To reiterate, these incidents are not related to or a result of wolf reintroduction efforts in Colorado. It’s also worth noting that the state has an existing depredation reimbursement fund for predation by other species that can be used for wolf depredation, and depredation reimbursement options specifically related to wolf reintroduction are currently being evaluated by both the Technical Working Group and Stakeholder Advisory Group to develop reintroduction plan recommendations. More information on those discussions can be found in the meeting summaries posted here.
Depredation compensation is required by statute, and the final Colorado compensation plan will be part of the overall Gray Wolf planning process. Recent Stakeholder Advisory Group and Technical Working Group meetings have focused on the topic of depredation compensation; meeting summaries are available at https://www.wolfengagementco.org/advisory-groups.
Depredation compensation will not utilize revenues generated by the sale of hunting or
fishing license fees. Compensation will occur via the General Fund, the Species
Conservation Trust Fund, the Colorado Nongame Conservation and Wildlife Restoration Cash Funds, or other sources of funding for non-game species.

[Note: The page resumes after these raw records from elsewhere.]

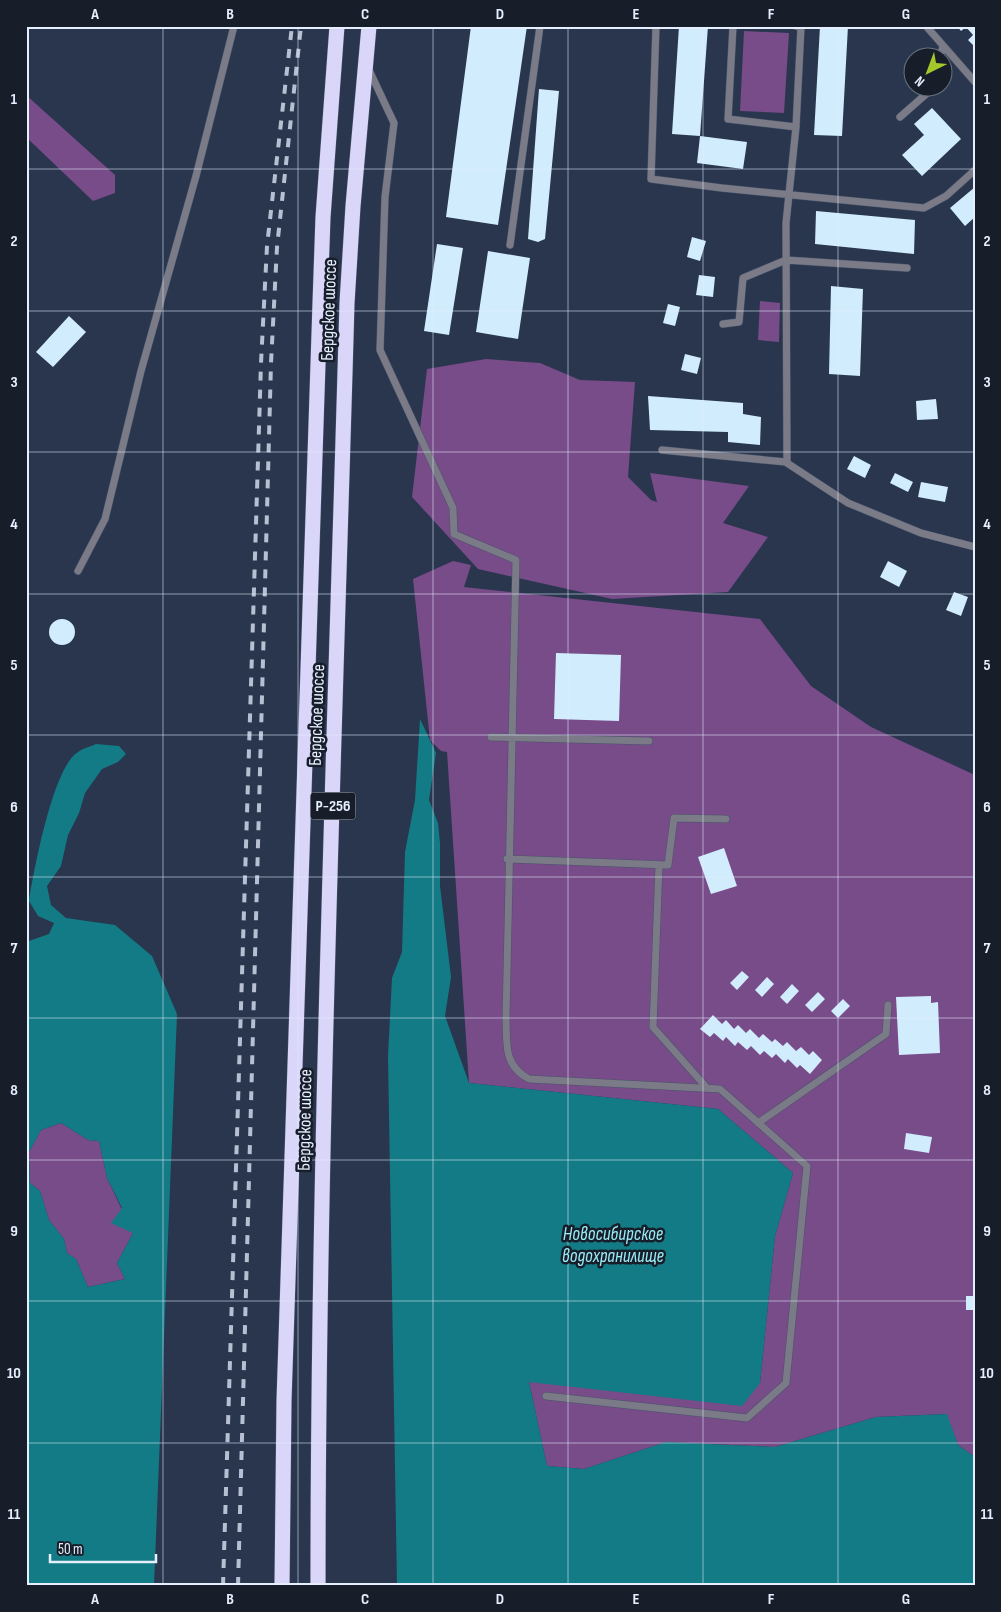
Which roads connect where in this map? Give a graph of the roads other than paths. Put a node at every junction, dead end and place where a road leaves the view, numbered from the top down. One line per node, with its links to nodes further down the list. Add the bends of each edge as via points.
1 (234, 26): 24 (lane, via 141,371 105,519)
2 (337, 26): 35 (highway, Бердское шоссе / Р-256, via 319,313 284,1391)
3 (369, 26): 10 (highway, Бердское шоссе / Р-256)
4 (540, 26): 17 (lane)
5 (656, 26): 16 (lane, via 651,179)
6 (733, 26): 14 (lane, via 728,119)
7 (796, 26): 14 (lane, via 801,27)
8 (926, 26): 9 (lane)
9 (943, 46): 11 (lane)
10 (365, 62): 25 (lane, via 394,123 385,197 380,350 453,508 454,534 516,560); 36 (highway, Бердское шоссе / Р-256, via 347,303 325,1084 318,1400)
11 (975, 82)
12 (922, 98): 13 (lane)
13 (900, 117)
14 (796, 127): 16 (lane)
15 (975, 170): 16 (lane, via 946,196 924,208)
16 (788, 194): 18 (lane)
17 (510, 244)
18 (786, 260): 19 (lane); 20 (lane, via 743,278 739,322); 22 (lane)
19 (907, 268)
20 (723, 324)
21 (662, 450): 22 (lane)
22 (786, 462): 23 (lane, via 848,503 921,533)
23 (975, 547)
24 (78, 571)
25 (511, 736): 26 (lane); 27 (lane); 29 (lane)
26 (491, 737)
27 (648, 741)
28 (726, 819): 30 (lane, via 674,818 668,865)
29 (507, 858): 30 (lane); 32 (lane, via 507,1045 510,1063 516,1072 529,1079)
30 (658, 865): 32 (lane, via 653,1027)
31 (888, 1005): 33 (lane, via 886,1034)
32 (707, 1088): 33 (lane, via 720,1089)
33 (758, 1122): 34 (lane, via 807,1166 786,1383 747,1418)
34 (546, 1396)
35 (282, 1586)
36 (318, 1586)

If true, what can we do about it? That rancher claims hazing is not a good option and believed being able to kill a few would spare the entire pack being wiped out when they get used to killing livestock.

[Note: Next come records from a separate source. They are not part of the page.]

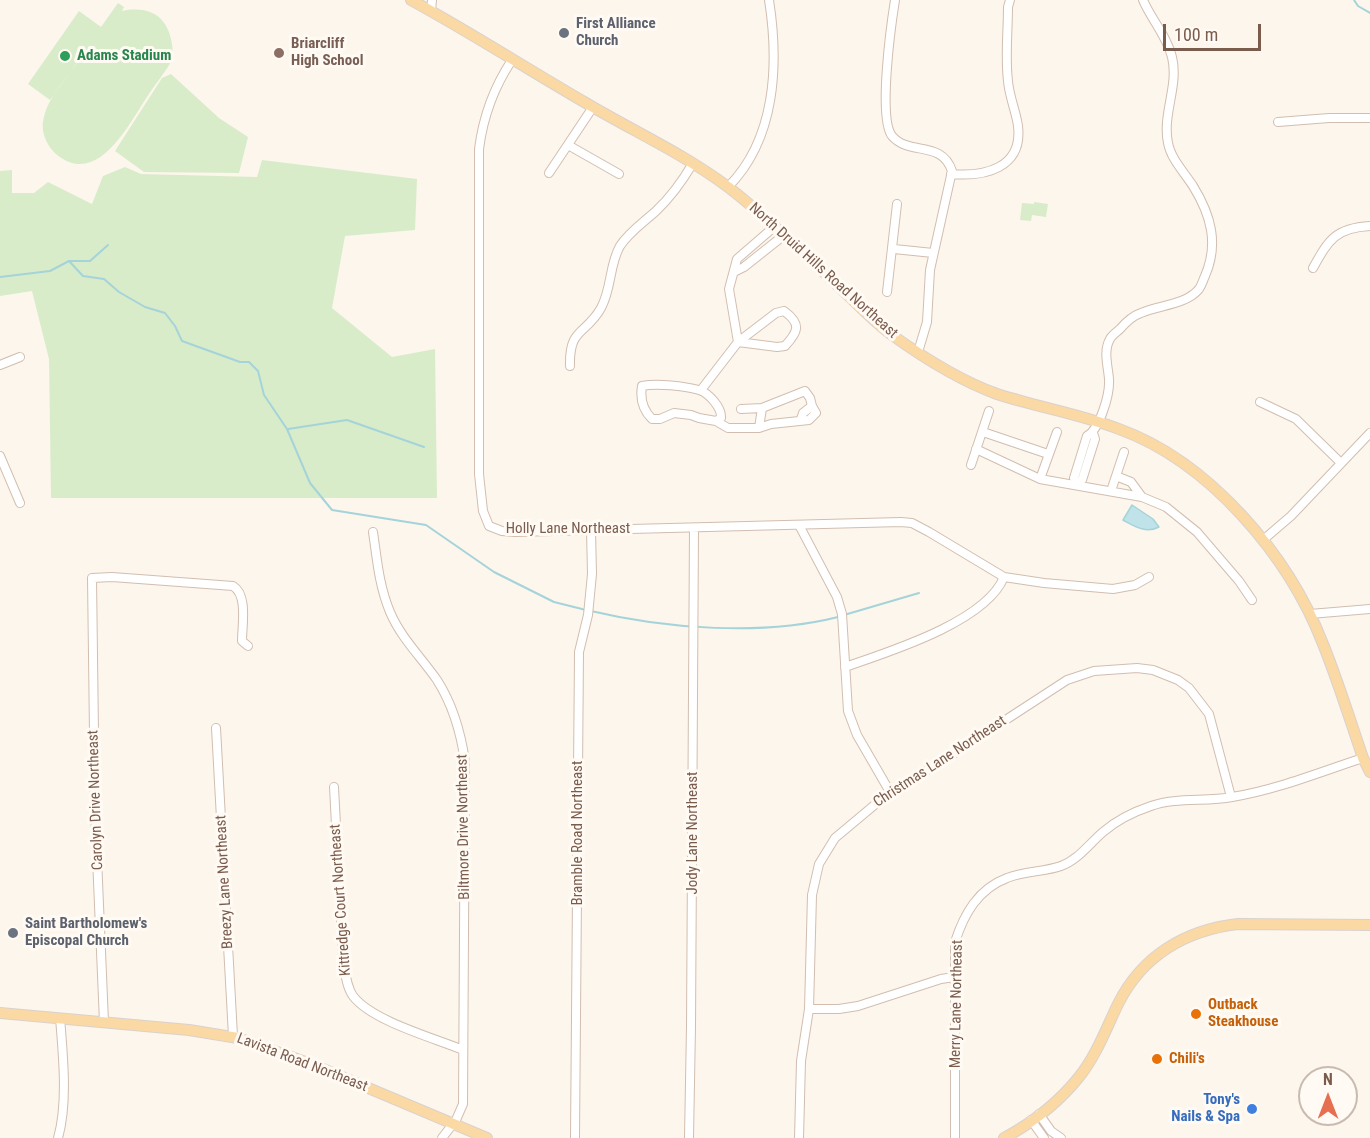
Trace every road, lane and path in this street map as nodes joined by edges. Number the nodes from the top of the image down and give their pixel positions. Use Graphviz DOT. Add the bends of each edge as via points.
graph roads {
  1 [pos="411,0"];
  2 [pos="769,0"];
  3 [pos="895,0"];
  4 [pos="1010,0"];
  5 [pos="1143,0"];
  6 [pos="431,5"];
  7 [pos="512,60"];
  8 [pos="593,107"];
  9 [pos="1370,118"];
  10 [pos="1278,122"];
  11 [pos="568,145"];
  12 [pos="693,163"];
  13 [pos="549,173"];
  14 [pos="619,174"];
  15 [pos="951,174"];
  16 [pos="728,187"];
  17 [pos="897,204"];
  18 [pos="1370,226"];
  19 [pos="774,227"];
  20 [pos="783,236"];
  21 [pos="894,249"];
  22 [pos="933,254"];
  23 [pos="1313,268"];
  24 [pos="734,272"];
  25 [pos="887,292"];
  26 [pos="738,342"];
  27 [pos="918,352"];
  28 [pos="20,357"];
  29 [pos="0,365"];
  30 [pos="570,366"];
  31 [pos="701,390"];
  32 [pos="1260,402"];
  33 [pos="762,408"];
  34 [pos="741,409"];
  35 [pos="989,411"];
  36 [pos="716,421"];
  37 [pos="1100,423"];
  38 [pos="759,428"];
  39 [pos="983,432"];
  40 [pos="1057,432"];
  41 [pos="1370,433"];
  42 [pos="976,449"];
  43 [pos="1124,452"];
  44 [pos="1048,454"];
  45 [pos="0,456"];
  46 [pos="1341,463"];
  47 [pos="971,465"];
  48 [pos="1116,476"];
  49 [pos="1040,479"];
  50 [pos="1077,484"];
  51 [pos="1111,491"];
  52 [pos="1142,497"];
  53 [pos="20,503"];
  54 [pos="799,525"];
  55 [pos="694,528"];
  56 [pos="591,530"];
  57 [pos="373,531"];
  58 [pos="1263,540"];
  59 [pos="1004,577"];
  60 [pos="1149,577"];
  61 [pos="1252,600"];
  62 [pos="1370,609"];
  63 [pos="1310,614"];
  64 [pos="248,646"];
  65 [pos="845,667"];
  66 [pos="216,728"];
  67 [pos="1363,758"];
  68 [pos="1370,772"];
  69 [pos="334,787"];
  70 [pos="890,792"];
  71 [pos="1231,798"];
  72 [pos="1370,925"];
  73 [pos="954,977"];
  74 [pos="809,1009"];
  75 [pos="0,1013"];
  76 [pos="60,1018"];
  77 [pos="105,1022"];
  78 [pos="233,1036"];
  79 [pos="463,1050"];
  80 [pos="1035,1117"];
  81 [pos="453,1124"];
  82 [pos="57,1138"];
  83 [pos="442,1138"];
  84 [pos="487,1138"];
  85 [pos="575,1138"];
  86 [pos="689,1138"];
  87 [pos="799,1138"];
  88 [pos="955,1138"];
  89 [pos="1004,1138"];
  90 [pos="1044,1138"];
  91 [pos="1061,1138"];
  1 -- 6 [label="main road, North Druid Hills Road Northeast"];
  2 -- 16 [label="street" via="774,68 767,118 741,174"];
  3 -- 15 [label="street" via="889,47 888,129 903,144 940,154 948,161"];
  4 -- 15 [label="street" via="1006,70 1019,130 1016,146 1011,159 999,169 966,176"];
  5 -- 37 [label="street" via="1173,59 1173,92 1166,127 1168,145 1204,205 1214,248 1194,293 1176,303 1140,313 1110,338 1106,354 1109,381"];
  6 -- 7 [label="main road, North Druid Hills Road Northeast"];
  7 -- 8 [label="main road, North Druid Hills Road Northeast"];
  7 -- 56 [label="street, Holly Lane Northeast" via="482,124 479,149 479,474 483,511 489,526 502,531"];
  8 -- 11 [label="street"];
  8 -- 12 [label="main road, North Druid Hills Road Northeast"];
  9 -- 10 [label="street"];
  11 -- 13 [label="street"];
  11 -- 14 [label="street"];
  12 -- 16 [label="main road, North Druid Hills Road Northeast"];
  12 -- 30 [label="street" via="658,209 621,244 600,311 572,340"];
  15 -- 22 [label="street"];
  16 -- 19 [label="main road, North Druid Hills Road Northeast"];
  17 -- 21 [label="street"];
  18 -- 23 [label="street" via="1354,227 1331,239"];
  19 -- 20 [label="main road, North Druid Hills Road Northeast"];
  19 -- 24 [label="street" via="737,259"];
  20 -- 24 [label="street"];
  20 -- 27 [label="main road, North Druid Hills Road Northeast" via="890,334"];
  21 -- 22 [label="street"];
  21 -- 25 [label="street"];
  22 -- 27 [label="street" via="927,322"];
  24 -- 26 [label="street" via="729,289"];
  26 -- 26 [label="street" via="785,346 795,336 795,321 784,311 776,313"];
  26 -- 31 [label="street"];
  27 -- 37 [label="main road, North Druid Hills Road Northeast" via="981,388"];
  28 -- 29 [label="street"];
  31 -- 36 [label="street" via="720,408 722,418"];
  31 -- 36 [label="street" via="651,384 642,386 640,398 652,418 674,414"];
  32 -- 46 [label="street" via="1296,419"];
  33 -- 34 [label="street"];
  33 -- 38 [label="street"];
  33 -- 38 [label="street" via="805,391 816,413 809,420"];
  35 -- 39 [label="street"];
  36 -- 38 [label="street" via="728,428"];
  37 -- 50 [label="street" via="1087,436 1084,458 1074,478"];
  37 -- 58 [label="main road, North Druid Hills Road Northeast" via="1145,440 1184,463"];
  39 -- 42 [label="street"];
  39 -- 44 [label="street"];
  40 -- 44 [label="street"];
  41 -- 46 [label="street"];
  42 -- 47 [label="street"];
  42 -- 49 [label="street"];
  43 -- 48 [label="street"];
  44 -- 49 [label="street"];
  45 -- 53 [label="street"];
  46 -- 58 [label="street"];
  48 -- 51 [label="street"];
  48 -- 52 [label="street" via="1131,482"];
  49 -- 50 [label="street"];
  50 -- 51 [label="street"];
  51 -- 52 [label="street"];
  52 -- 61 [label="street" via="1166,507 1197,532"];
  54 -- 55 [label="street, Holly Lane Northeast"];
  54 -- 59 [label="street, Holly Lane Northeast" via="912,523"];
  54 -- 65 [label="street" via="837,597 844,629"];
  55 -- 56 [label="street, Holly Lane Northeast"];
  55 -- 86 [label="street, Jody Lane Northeast"];
  56 -- 85 [label="street, Bramble Road Northeast" via="592,574 579,652"];
  57 -- 79 [label="street, Biltmore Drive Northeast" via="379,575 390,612 404,639 444,692 462,742 466,770"];
  58 -- 63 [label="main road, North Druid Hills Road Northeast"];
  59 -- 60 [label="street" via="1113,589 1136,585"];
  59 -- 65 [label="street" via="1000,588 983,603 931,636"];
  62 -- 63 [label="street"];
  63 -- 67 [label="main road, North Druid Hills Road Northeast"];
  64 -- 77 [label="street, Carolyn Drive Northeast" via="242,641 242,598 233,586 92,578 95,811"];
  65 -- 70 [label="street" via="848,711 857,735"];
  66 -- 78 [label="street, Breezy Lane Northeast"];
  67 -- 68 [label="main road, North Druid Hills Road Northeast"];
  67 -- 71 [label="street, Merry Lane Northeast"];
  69 -- 79 [label="street, Kittredge Court Northeast" via="343,959 352,994 386,1019"];
  70 -- 71 [label="street, Christmas Lane Northeast" via="1067,680 1094,671 1129,668 1160,672 1189,688 1209,714"];
  70 -- 74 [label="street, Christmas Lane Northeast" via="834,838 819,864 812,895"];
  71 -- 73 [label="street, Merry Lane Northeast" via="1153,805 1121,819 1062,866 1007,878 984,892 960,925 955,942"];
  72 -- 80 [label="main road" via="1238,924 1199,932 1166,948 1131,982 1080,1076"];
  73 -- 74 [label="street" via="858,1006"];
  73 -- 88 [label="street, Merry Lane Northeast"];
  74 -- 87 [label="street, Christmas Lane Northeast" via="801,1061"];
  75 -- 76 [label="main road, Lavista Road Northeast"];
  76 -- 77 [label="main road, Lavista Road Northeast"];
  76 -- 82 [label="street" via="64,1058 62,1119"];
  77 -- 78 [label="main road, Lavista Road Northeast"];
  78 -- 81 [label="main road, Lavista Road Northeast"];
  79 -- 81 [label="street, Biltmore Drive Northeast" via="463,1104"];
  80 -- 89 [label="main road"];
  80 -- 90 [label="street"];
  80 -- 91 [label="street"];
  81 -- 83 [label="street, Biltmore Drive Northeast"];
  81 -- 84 [label="main road, Lavista Road Northeast"];
}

Gray Wolves remain a state endangered species, and wolves may not be taken for any reason other than human self-defense. Illegal take of a wolf may result in a combination of penalties, including fines of up to $100,000, a year of jail time, and a lifetime loss of hunting license privileges.
As mentioned above, CPW is working closely with the rancher, USDA Wildlife Services and Defenders of Wildlife to strategize and find opportunities to minimize further loss of livestock on this rancher’s property.
Can you speak to the ecological cost and benefit of more wolves in Colorado? How does that change your job?
Wolves in Colorado will come with both potential benefits and challenges. They will continue to increase the biodiversity of our state, restore an apex predator to the landscape that will assist in restoring natural balances to the ecosystem and potentially recover a state endangered species, and do our part to keep a species from extinction.
Positive impacts may include: an additional tool for managing elk, deer and moose populations to desired management objectives; dispersal of wildlife resulting in habitat improvement due to less pressure on the landscape, especially in riparian areas; a decreased possibility of disease transmission from ungulate overpopulation and concentration; tourism opportunities; and non-monetary values such as existence values and vicarious use.
Challenges may include: depredation and harassment of livestock; herd dogs and guard animals; dispersal of wild ungulates (elk, deer and moose) potentially to private agricultural lands; changes in hunting or viewing opportunities; and declines below management objectives in ungulate populations and/or in ungulate recruitment rates in certain areas of the state.
Wolf populations would need to be established for an extended period before we can evaluate the extent to which they impact populations of prey species in Colorado.
As wolves become more established on the landscape, CPW will adjust its research and employ adaptive management efforts to address these questions.